THE PALARAB’S JEWISH STATE HANG UP: P. DAVID HORNIK
A meeting in New York this week of the UN’s Ad-Hoc Liaison Committee ended on a dissonant note. The committee’s purpose is to coordinate financial aid for the Palestinian Authority. At this meeting, Deputy Foreign Minister Danny Ayalon was in attendance representing Israel, and Prime Minister Salam Fayyad was there on behalf of the PA.
Fayyad, however, stormed out of the meeting over a disagreement with Ayalon, leading to the cancellation of a press conference.
Ayalon had refused to approve a summary of the meeting that used the phrase “two states” — referring to the putative resolution of the Israeli-Palestinian dispute that is seen as the end-goal of the recently relaunched peace talks. Ayalon had demanded instead that the summary use the phrase “two states for two peoples,” and Fayyad reacted by exiting the premises.
A tempest in a teacup? Semantics? Not quite.
As Ayalon told Ynet, the website of Israel’s largest daily Yediot Aharonot, “I demanded to know what they meant. One Palestinian state and one binational state, or another Palestinian state? I made it clear that we were out of the picture if the summary didn’t say two states for two peoples.”
The question, in other words, is how the Palestinians — even as represented by reputedly moderate leaders like Fayyad and PA president Mahmoud Abbas — would regard Israel even if a two-state settlement were to be reached. If they remain unable to accept Israel as a permanently existing, fully legitimate Jewish state, there are two ramifications.
One is that the current talks — if they don’t break down before then — would likely break down on the “refugee” issue. In other words, the demand that the descendants of Arabs who left Israel in the 1948-49 war, still domiciled six decades later in “refugee camps” in Arab countries and the PA itself, be allowed to “return” to Israel. Such a demand spells Israel’s demographic demise as a Jewish state and is seen as anathema across the Israeli political spectrum.
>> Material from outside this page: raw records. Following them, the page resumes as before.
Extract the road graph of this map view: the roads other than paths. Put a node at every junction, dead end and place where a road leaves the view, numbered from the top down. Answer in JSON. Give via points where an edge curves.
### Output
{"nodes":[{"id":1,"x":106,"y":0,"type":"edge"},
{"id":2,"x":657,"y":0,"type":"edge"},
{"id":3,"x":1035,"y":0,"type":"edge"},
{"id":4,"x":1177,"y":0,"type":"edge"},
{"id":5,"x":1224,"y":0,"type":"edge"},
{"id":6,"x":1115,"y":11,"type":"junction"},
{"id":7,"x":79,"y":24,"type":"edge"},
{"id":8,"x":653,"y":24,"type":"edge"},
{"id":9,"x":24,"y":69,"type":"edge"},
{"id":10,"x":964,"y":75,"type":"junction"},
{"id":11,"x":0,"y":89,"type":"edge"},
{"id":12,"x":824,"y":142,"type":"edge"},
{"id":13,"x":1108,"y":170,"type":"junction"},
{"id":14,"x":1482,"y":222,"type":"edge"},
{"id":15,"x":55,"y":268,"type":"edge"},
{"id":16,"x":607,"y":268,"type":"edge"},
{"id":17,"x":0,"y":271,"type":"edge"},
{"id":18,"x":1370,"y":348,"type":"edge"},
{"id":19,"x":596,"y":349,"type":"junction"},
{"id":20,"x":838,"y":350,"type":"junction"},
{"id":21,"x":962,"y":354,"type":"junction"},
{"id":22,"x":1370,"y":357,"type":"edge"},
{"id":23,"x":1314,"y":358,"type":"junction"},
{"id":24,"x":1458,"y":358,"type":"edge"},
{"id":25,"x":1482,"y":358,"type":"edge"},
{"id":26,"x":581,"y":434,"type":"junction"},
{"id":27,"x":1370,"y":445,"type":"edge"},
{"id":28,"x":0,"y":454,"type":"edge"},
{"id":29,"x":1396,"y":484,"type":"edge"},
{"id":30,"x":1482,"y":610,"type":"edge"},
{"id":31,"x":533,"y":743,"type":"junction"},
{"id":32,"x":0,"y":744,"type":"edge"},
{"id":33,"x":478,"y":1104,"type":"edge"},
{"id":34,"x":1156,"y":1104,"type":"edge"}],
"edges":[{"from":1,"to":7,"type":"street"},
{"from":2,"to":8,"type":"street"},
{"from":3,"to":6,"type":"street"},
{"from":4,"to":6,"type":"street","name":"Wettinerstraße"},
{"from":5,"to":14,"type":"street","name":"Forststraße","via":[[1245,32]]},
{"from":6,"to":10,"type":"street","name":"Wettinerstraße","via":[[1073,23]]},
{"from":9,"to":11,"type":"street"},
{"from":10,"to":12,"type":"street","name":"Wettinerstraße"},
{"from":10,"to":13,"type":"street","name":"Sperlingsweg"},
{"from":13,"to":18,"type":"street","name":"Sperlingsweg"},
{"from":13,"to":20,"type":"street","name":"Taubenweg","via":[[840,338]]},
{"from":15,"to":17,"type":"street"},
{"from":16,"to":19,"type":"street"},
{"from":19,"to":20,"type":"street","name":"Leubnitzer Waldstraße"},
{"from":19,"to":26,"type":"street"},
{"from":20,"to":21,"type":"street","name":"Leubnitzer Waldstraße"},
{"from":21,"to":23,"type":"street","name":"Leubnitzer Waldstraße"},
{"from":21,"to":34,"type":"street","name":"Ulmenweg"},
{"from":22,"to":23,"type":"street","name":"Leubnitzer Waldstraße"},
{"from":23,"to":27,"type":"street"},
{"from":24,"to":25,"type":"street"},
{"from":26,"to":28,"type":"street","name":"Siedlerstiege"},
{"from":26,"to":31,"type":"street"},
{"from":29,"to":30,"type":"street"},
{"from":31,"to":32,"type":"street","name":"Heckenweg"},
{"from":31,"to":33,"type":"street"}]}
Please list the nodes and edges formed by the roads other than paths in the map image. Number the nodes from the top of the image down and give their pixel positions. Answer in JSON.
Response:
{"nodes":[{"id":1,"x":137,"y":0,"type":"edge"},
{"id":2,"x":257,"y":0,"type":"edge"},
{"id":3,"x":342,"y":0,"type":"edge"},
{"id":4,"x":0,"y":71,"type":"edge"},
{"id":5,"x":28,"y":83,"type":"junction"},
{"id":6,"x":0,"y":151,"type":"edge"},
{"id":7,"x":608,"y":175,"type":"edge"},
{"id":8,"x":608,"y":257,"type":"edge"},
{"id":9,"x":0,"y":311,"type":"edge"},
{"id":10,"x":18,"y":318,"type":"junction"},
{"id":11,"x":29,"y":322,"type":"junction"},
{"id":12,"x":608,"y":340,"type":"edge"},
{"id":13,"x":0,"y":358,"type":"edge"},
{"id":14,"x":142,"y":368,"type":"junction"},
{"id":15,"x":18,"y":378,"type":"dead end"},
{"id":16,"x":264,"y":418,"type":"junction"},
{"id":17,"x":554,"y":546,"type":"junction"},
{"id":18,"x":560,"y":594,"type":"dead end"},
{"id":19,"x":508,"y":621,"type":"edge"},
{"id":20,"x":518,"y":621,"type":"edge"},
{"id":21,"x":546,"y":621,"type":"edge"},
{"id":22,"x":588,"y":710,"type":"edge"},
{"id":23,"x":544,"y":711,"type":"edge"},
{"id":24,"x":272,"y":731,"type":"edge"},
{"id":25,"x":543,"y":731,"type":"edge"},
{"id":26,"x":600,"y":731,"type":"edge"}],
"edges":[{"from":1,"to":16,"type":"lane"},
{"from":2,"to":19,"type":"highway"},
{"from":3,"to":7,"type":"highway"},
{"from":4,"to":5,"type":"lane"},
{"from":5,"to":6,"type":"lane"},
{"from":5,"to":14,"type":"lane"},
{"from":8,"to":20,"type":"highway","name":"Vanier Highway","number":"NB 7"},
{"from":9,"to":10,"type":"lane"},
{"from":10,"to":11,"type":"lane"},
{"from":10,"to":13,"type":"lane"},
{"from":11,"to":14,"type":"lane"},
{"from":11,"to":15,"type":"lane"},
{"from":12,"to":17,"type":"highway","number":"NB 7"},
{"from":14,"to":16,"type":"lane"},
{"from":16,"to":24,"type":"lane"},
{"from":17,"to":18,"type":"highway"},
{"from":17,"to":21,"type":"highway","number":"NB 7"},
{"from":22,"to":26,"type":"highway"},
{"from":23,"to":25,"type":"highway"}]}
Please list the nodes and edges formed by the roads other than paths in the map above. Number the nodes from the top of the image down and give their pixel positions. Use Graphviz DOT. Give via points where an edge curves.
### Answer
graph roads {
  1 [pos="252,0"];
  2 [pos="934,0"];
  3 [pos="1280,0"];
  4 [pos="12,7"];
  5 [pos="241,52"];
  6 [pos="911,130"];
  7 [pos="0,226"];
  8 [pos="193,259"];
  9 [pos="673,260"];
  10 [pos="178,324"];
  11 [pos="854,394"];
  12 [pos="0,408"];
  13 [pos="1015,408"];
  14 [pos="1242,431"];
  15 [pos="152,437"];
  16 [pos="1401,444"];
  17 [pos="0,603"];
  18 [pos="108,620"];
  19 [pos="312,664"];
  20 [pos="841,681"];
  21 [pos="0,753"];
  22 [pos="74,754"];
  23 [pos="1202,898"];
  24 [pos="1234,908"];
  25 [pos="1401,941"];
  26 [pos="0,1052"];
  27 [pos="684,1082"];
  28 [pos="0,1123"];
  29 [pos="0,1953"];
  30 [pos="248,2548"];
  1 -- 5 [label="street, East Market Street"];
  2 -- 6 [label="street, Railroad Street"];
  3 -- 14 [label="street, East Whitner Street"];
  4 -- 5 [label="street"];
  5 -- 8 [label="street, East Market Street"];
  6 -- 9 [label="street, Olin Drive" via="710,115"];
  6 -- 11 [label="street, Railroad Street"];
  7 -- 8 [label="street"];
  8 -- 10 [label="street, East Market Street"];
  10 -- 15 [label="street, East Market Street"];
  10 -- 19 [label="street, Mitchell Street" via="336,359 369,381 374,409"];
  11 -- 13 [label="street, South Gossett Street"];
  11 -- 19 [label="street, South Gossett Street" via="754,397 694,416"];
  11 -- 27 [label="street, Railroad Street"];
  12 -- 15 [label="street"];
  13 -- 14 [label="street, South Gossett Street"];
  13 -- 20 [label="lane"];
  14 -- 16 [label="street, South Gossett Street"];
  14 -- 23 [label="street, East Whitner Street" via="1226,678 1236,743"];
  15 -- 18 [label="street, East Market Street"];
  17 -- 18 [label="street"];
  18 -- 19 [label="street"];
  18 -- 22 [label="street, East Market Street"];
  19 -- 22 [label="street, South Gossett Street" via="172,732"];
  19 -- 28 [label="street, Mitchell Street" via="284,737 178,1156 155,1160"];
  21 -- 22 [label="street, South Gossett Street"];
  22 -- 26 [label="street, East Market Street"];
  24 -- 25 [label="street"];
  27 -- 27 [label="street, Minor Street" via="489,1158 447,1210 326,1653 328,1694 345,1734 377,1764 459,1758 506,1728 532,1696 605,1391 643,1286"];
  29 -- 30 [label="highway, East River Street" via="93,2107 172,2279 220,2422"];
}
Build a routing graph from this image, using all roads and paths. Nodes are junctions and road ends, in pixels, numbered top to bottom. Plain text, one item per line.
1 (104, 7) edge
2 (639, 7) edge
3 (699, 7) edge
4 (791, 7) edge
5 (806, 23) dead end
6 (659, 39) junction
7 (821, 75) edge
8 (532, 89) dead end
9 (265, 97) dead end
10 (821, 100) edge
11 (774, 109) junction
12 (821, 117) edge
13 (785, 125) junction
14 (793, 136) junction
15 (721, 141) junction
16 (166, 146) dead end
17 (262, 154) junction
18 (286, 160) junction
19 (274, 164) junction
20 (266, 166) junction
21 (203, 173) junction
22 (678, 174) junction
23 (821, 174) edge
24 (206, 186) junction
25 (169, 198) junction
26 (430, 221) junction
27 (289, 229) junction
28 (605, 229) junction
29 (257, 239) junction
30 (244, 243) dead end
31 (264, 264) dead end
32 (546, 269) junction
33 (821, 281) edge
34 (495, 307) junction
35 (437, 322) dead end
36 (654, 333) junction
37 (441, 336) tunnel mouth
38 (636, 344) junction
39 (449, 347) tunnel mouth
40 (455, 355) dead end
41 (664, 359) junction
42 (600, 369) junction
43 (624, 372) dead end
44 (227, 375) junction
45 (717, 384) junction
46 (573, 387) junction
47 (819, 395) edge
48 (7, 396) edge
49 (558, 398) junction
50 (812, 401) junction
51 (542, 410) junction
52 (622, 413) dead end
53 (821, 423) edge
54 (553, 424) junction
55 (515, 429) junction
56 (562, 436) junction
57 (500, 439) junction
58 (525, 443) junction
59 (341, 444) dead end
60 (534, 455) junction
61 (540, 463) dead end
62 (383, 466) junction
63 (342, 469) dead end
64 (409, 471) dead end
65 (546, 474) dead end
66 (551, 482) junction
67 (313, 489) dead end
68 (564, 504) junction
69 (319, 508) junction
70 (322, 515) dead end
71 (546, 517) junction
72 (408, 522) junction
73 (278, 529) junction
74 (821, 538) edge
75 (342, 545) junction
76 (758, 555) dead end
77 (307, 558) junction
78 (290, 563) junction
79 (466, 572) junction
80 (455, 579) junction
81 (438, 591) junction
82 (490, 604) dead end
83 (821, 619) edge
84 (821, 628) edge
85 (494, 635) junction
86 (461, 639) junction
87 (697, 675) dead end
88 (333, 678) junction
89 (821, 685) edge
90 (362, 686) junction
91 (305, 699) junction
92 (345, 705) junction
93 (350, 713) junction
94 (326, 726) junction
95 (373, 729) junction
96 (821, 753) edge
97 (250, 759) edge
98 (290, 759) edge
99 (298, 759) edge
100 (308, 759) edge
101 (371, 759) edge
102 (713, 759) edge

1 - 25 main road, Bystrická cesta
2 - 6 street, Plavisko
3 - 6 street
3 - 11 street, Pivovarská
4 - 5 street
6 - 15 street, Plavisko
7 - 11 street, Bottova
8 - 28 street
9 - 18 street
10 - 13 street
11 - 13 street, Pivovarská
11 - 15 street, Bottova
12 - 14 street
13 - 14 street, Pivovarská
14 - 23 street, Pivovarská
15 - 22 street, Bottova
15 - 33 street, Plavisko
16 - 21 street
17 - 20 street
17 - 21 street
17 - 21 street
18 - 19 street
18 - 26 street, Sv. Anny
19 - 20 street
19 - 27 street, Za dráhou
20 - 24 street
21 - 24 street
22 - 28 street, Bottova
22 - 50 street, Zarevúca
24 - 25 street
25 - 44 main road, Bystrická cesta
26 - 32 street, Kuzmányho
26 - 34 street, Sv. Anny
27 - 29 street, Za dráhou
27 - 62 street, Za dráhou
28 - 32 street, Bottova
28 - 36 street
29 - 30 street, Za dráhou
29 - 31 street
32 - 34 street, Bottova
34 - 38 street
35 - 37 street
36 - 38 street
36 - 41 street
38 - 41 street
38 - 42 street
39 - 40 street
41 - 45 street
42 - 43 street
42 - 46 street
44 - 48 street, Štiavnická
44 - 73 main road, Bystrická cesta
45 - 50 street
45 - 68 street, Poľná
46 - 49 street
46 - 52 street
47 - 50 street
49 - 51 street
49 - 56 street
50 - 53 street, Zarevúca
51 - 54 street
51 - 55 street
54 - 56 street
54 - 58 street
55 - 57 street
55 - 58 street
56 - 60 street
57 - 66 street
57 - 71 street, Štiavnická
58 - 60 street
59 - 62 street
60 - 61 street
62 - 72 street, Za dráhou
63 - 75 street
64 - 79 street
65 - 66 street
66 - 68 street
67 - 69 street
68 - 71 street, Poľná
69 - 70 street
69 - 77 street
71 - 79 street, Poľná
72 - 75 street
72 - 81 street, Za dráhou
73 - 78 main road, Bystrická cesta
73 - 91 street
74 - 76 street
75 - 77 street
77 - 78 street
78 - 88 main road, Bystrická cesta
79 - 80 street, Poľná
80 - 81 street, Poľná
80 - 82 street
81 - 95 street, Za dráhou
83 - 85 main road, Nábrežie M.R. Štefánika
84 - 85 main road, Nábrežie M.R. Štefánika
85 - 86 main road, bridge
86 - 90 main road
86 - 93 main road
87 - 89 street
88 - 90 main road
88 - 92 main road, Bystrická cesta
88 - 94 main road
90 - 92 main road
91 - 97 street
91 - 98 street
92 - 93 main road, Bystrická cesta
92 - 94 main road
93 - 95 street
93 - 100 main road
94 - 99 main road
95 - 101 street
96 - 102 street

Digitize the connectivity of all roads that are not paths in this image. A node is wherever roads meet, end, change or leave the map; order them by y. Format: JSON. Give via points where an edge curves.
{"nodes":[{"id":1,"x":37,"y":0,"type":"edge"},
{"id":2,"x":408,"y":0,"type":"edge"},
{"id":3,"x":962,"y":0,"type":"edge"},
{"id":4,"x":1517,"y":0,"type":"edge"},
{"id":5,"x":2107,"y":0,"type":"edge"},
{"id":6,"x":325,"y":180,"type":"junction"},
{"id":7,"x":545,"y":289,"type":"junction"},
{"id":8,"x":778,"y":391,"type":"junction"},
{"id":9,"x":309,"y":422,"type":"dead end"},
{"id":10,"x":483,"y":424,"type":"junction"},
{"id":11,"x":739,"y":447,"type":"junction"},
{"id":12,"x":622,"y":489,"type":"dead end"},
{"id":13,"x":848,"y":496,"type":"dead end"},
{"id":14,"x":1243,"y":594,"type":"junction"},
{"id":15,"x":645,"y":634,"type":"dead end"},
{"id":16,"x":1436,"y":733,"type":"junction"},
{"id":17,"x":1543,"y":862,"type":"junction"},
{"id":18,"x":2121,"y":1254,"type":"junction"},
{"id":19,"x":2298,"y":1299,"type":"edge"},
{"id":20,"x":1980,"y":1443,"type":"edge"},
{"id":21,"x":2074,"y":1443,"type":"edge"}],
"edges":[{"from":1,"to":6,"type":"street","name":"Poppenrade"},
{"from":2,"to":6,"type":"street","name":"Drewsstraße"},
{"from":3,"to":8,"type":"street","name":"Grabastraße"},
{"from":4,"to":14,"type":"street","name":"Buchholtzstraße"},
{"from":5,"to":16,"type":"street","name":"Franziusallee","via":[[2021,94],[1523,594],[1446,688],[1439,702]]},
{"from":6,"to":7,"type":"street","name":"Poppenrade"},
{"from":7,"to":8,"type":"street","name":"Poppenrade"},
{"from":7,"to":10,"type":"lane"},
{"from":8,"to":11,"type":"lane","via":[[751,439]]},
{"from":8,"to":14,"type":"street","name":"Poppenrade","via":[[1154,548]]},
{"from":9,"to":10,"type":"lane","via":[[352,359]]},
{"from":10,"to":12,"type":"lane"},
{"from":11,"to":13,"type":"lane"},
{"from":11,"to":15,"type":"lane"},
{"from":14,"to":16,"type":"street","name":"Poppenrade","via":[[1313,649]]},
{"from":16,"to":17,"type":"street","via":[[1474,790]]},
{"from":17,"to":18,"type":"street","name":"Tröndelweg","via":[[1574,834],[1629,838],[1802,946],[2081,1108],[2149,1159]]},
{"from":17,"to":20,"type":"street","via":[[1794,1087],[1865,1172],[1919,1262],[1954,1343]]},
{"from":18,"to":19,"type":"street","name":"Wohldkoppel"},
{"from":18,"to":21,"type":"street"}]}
The other ramification is that, even if the refugee issue were somehow to be finessed in the negotiations, a Palestinian state that did not accept Israel as a Jewish state would not be a factor for peace or a genuine resolution of the conflict. Instead it would keep working to subvert Israel through various means, from terror to alliances with hostile countries like Iran to stoking agitation among Israel’s sizable Israeli Arab minority, whose leadership already calls for dissolving Israel into a binational or non-Jewish state.
Since his landmark speech at Bar-Ilan University in June last year, Israeli prime minister Benjamin Netanyahu has stressed the Jewish-state issue. In the speech, under heavy pressure from the Obama administration, Netanyahu broke with his own and his Likud Party’s longstanding position and accepted the principle of a sovereign Palestinian state. Netanyahu hedged this acceptance with two conditions — that the Palestinian state be demilitarized, and that the Palestinians accept Israel as a Jewish state.
The notion of the Palestinian state’s demilitarization was already long familiar, though Netanyahu had been among those raising incisive points about its feasibility. The Jewish-state emphasis, though, was new in the context. It could be interpreted either as an attempt to highlight to the U.S., and the West in general, that there is a crucial issue of Israel’s genuine acceptance by the Palestinians and the Arab world, without which “peace” agreements will solve nothing; or as a prospective negotiating tactic against Abbas, Fayyad, and crew. It was actually a combination of both.
Since then Abbas and Fayyad have indeed remained unable to get over the lump in their throats when it comes to saying “Jewish state.” Most recently Abbas resorted to mocking the idea, saying Israel could call itself “the Israeli Zionist Jewish Empire” for all he cares; and Fayyad has had the latest two-states contretemps with Ayalon.
The question is whether this is impressing anyone. In the case of Obama — despite rhetorical obeisances to “Israel as the Jewish homeland” — the answer is no, as he keeps pushing the peace talks hard despite the Palestinian recalcitrance. As for the Middle East Quartet, the international body responsible for the Israeli-Palestinian issue that comprises the U.S., the UN, the EU, and Russia, it released a statement this week that criticizes Israel for settlements and — just barely — Hamas for terrorism but says nothing about the Jewish-state matter.
Having already staked much on it, though, Netanyahu and his government should keep pressing the point home to those, including Congress and the American public, inclined to listen. Someone who, even though there are twenty-two Arab states and fifty-seven Muslim states, has grave difficulty with the idea of a single Jewish state is not much of a peace partner.
And considering that the land Israel is supposed to give up is of the greatest security and religious-historical value, and that the Middle East is characterized by volatility, ceding it is problematic and risk-fraught in any case. Ceding it to someone who remains fundamentally antagonistic is a formula for something other than peace.